I am currently in a situation that I know most of us have experienced. I am currently working as a social worker/therapist and due to the economy, I am working less than what I am worth. I am losing interest in the Social work profession due to limited opportunities for growth and a sense of fulfillment in really helping others! I REALLY enjoy working with people and my interest in the medical field has grown due to my experience in healthcare and my change in diet by living a healthier lifestyle.
I am in a situation where I want to apply to an accelerated BSN program. However, many accelerated programs require you to take prerequisites first. I have applied to Community college but they have given me a lot of difficulties in selecting the courses I needed because some of the courses were reserved for their nursing students only. I am applying to Villanova University's program because they have an option were I can take majority of my courses there and complete my BSN degree within 2 years. I have found that applying to community college in order to take prereqs have been difficult and I want to just apply to a nursing program and complete all of my courses at one institution.
I want to know if there are any programs in near or in the Philadelphia area that I can take most of courses and complete my BSN degree?
I applied to UPenn's nursing program and have been placed on their waiting list and later denied. Currently, I know that they were the only program that accepted students for their 27-month option. However, the 27 month option for their BSN program is now obsolete and only have the 18-month option to complete the program! I currently, have a B.A. in Psychology and a Master of Social Work degree.

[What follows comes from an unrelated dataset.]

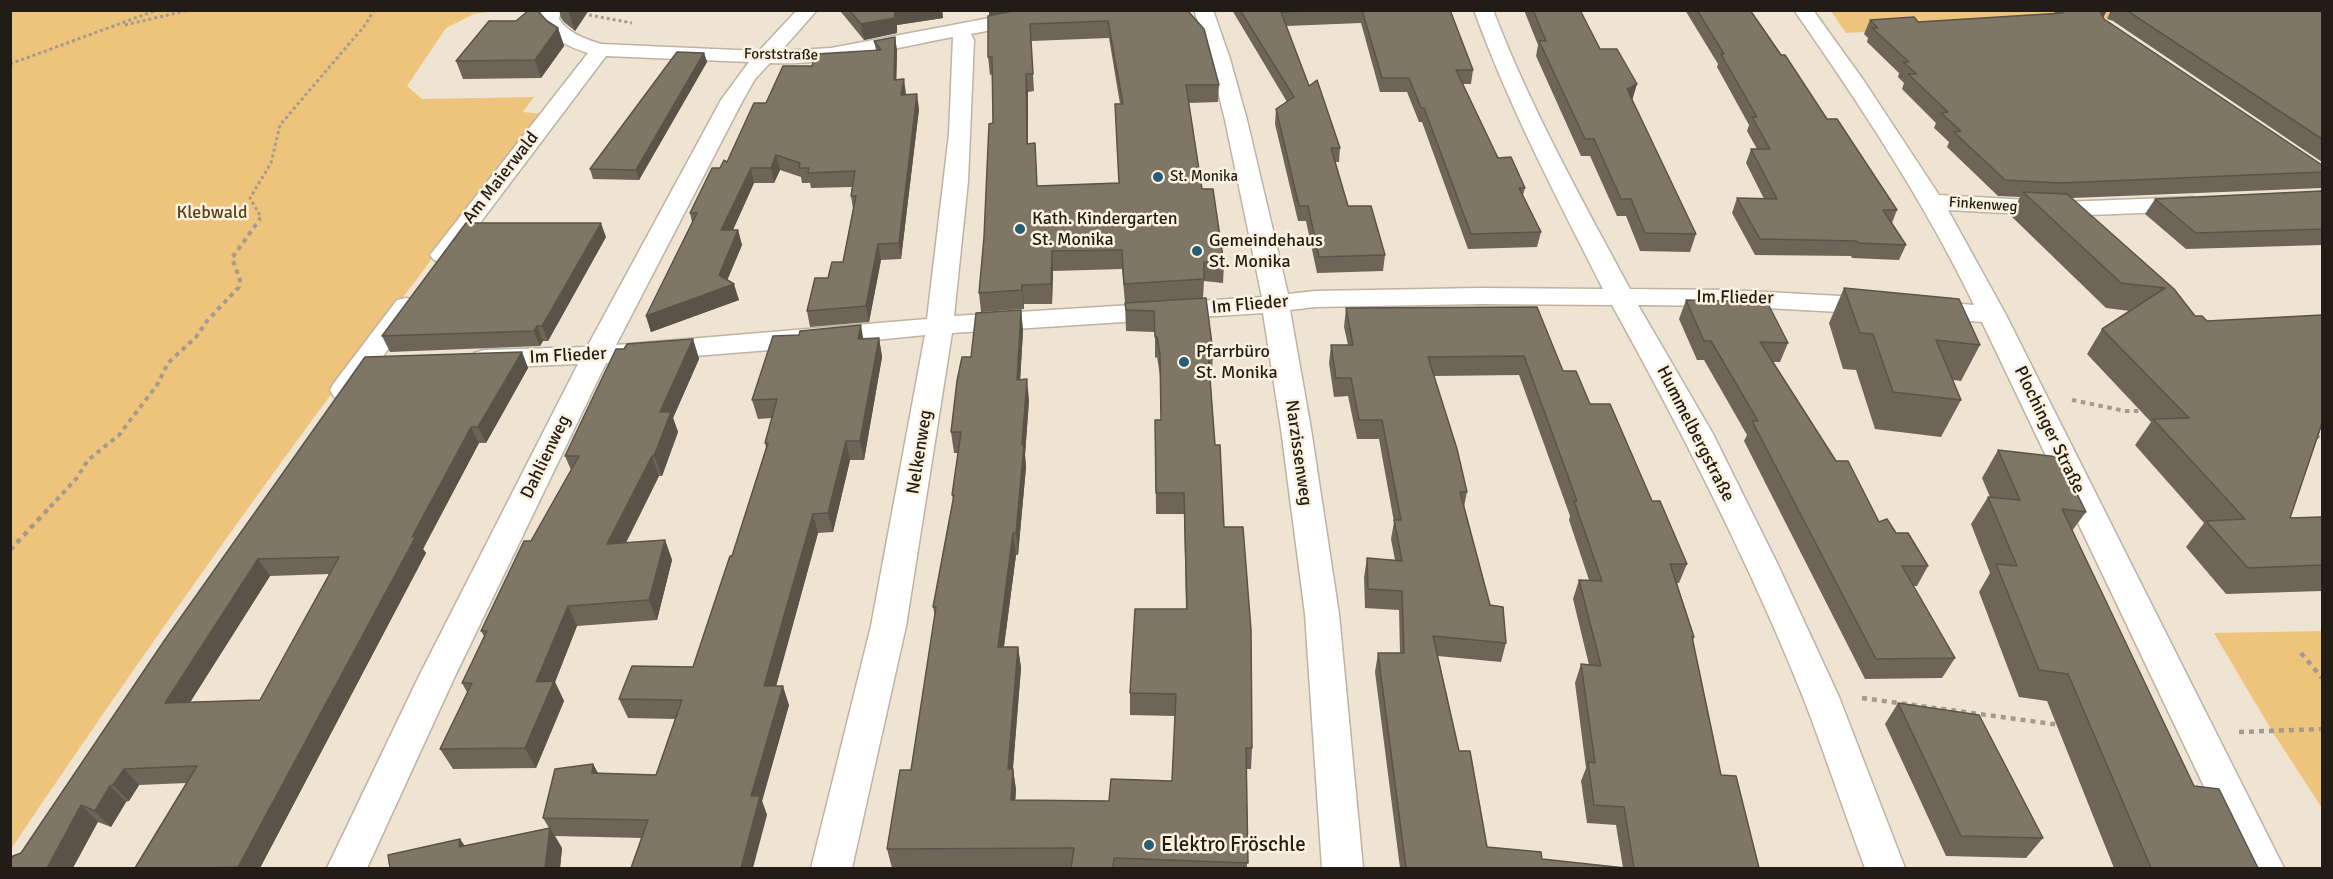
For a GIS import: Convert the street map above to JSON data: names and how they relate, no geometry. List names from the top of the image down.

All recommendations are welcomed!! Thank you in advance!
Jul 11, '11
by Bob_N_VA, RN
Let me tag on one more time. I don't disagree with either Chuck or Czyga, pick the program that makes the most sense for you. My recommendation to go the quickest route is based on fact that in my area, new grads with Associates or Diplomas are getting hired as well as the 4+ year degree grads so there really isn't a penalty as of yet for not going the BSN. I'm in a hospital based program in Newport News VA, and its still a diploma program. We get lots of clinical time since the system (Riverside) has a multitude of facilities to place its students. Riverside also hires a good percentage of its own grads (would really suck if they didn't hire diploma students while they churn them out) so getting a job while not a sure thing, isnt out of the realm of possibility. We also have a good share of AS nurses from the local CC's.

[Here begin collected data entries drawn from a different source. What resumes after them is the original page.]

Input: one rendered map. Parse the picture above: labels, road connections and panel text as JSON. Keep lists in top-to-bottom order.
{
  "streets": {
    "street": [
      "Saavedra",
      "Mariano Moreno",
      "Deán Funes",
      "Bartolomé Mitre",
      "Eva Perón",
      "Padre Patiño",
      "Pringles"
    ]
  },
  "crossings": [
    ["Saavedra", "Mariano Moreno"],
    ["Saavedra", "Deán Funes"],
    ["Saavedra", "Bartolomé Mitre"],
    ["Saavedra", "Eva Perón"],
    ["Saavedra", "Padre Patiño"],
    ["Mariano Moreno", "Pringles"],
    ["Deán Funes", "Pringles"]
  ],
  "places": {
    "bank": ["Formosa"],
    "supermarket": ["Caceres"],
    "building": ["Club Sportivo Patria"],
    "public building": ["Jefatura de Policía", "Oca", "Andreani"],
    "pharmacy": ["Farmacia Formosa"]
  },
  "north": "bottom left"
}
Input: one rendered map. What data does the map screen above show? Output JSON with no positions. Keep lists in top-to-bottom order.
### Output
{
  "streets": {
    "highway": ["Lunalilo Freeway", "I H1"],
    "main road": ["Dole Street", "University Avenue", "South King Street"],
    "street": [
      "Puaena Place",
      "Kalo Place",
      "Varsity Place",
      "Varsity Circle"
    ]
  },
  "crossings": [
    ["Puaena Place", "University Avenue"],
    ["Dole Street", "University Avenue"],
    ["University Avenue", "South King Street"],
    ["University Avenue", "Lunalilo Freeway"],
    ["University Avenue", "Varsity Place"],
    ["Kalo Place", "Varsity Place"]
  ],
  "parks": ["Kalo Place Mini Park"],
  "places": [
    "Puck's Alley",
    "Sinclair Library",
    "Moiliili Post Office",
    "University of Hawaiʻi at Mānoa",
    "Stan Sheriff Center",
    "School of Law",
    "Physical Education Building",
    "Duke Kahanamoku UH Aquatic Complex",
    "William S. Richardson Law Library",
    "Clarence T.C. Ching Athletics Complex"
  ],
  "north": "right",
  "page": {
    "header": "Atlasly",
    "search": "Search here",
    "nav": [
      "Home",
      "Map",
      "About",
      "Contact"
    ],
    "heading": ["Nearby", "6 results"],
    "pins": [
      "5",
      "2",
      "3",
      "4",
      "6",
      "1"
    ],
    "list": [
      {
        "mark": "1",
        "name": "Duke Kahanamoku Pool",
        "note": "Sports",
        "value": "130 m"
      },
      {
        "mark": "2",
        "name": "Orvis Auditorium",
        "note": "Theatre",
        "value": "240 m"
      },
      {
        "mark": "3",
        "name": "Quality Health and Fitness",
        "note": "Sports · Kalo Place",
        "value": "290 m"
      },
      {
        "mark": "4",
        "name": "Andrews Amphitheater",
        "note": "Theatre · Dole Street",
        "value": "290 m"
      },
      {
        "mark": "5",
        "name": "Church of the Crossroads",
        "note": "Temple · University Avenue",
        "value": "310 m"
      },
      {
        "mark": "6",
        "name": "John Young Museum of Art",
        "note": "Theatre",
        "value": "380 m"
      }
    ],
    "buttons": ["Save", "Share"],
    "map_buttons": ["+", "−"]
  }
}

Oh, and as much as the ladies would hate to agree, guys do have an advantage in getting hired over women. We are the minority, we tend to have less reasons for needing time off, etc, etc. I'll keep my fingers crossed it's true come 2013 when I go for a job.

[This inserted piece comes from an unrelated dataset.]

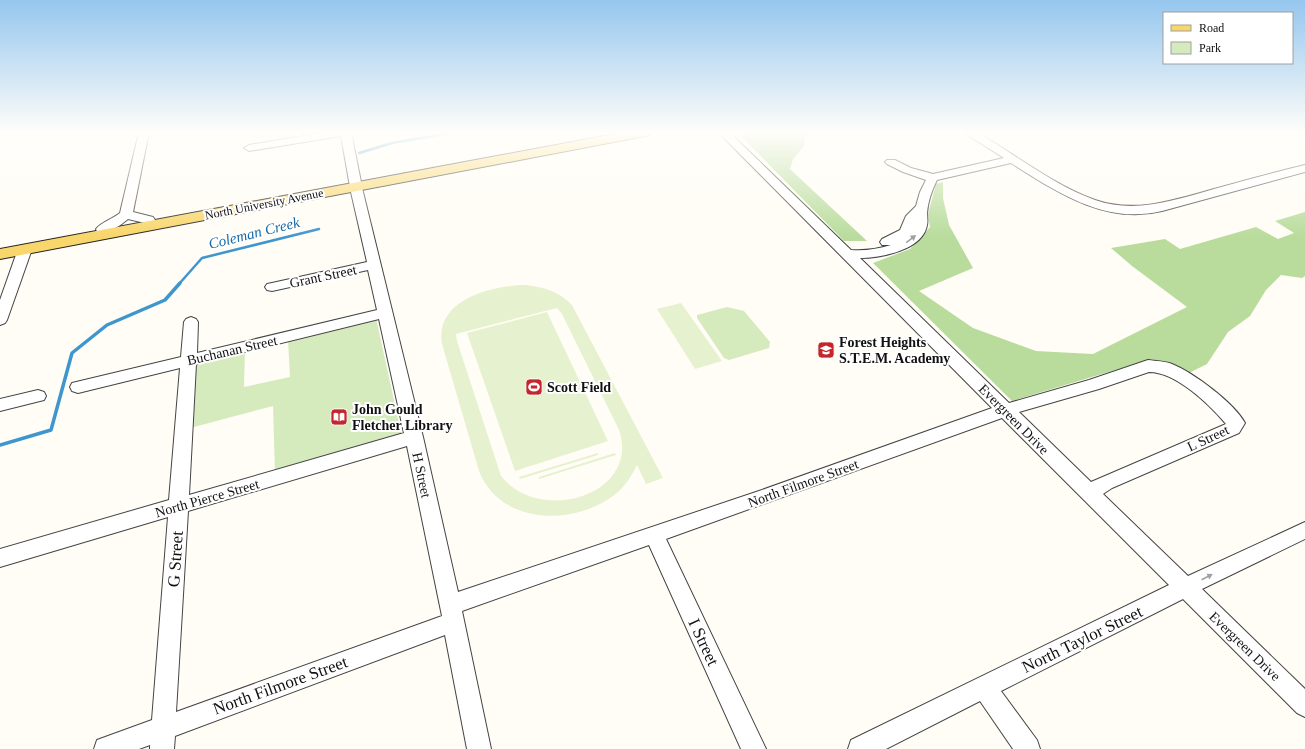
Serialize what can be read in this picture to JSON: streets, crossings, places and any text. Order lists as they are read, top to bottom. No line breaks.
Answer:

From what I know (which is mostly what I hear from the instructors) is that advanced practice nursing programs want to see some experience, preferably critical care before they let you in. In my opinion, getting a masters without much practical experience puts you behind the power curve, HR will figure you want a higher salary with all that schooling but you won't be any more productive than any other new hire, usually at a lower rate. That may not be the case all over, so feel free to disagree, but I still hold by my original advice. Once you get a few years of OJT, then you should be hirable pretty much anywhere you want to go. You can always work the BSN as a part time gig while still working full time. Good Luck
Last edit by Bob_N_VA on Jul 11, '11
Not at all - I am delighted that you are interested. I am working on my PhD, investigating the symptom cluster of pain, dyspnea, fatigue, and sleep distubance in people with COPD from both a genotypic and phenotypic perspective. I have an NIH training grant so I am not doing clinical work atvthis time.
If you are interested in teaching and research in addition to patient care I would suggest that you consider a masters etp program. I was also interested in these roles and did and ms etp, it was the right choice for me. If you are intested in ped, then a peds oriented program would be good. I think you will find that most MS programs have enough public health to obviate the need for an MPH, unless you really want to work solely in this domain.
Did you ask Penn about your application? You might want to reapply. A number of people got in my program on their second or third try. I would especially urge this if you are thinking of a research career. The contacts you would make at Penn would be very helpful.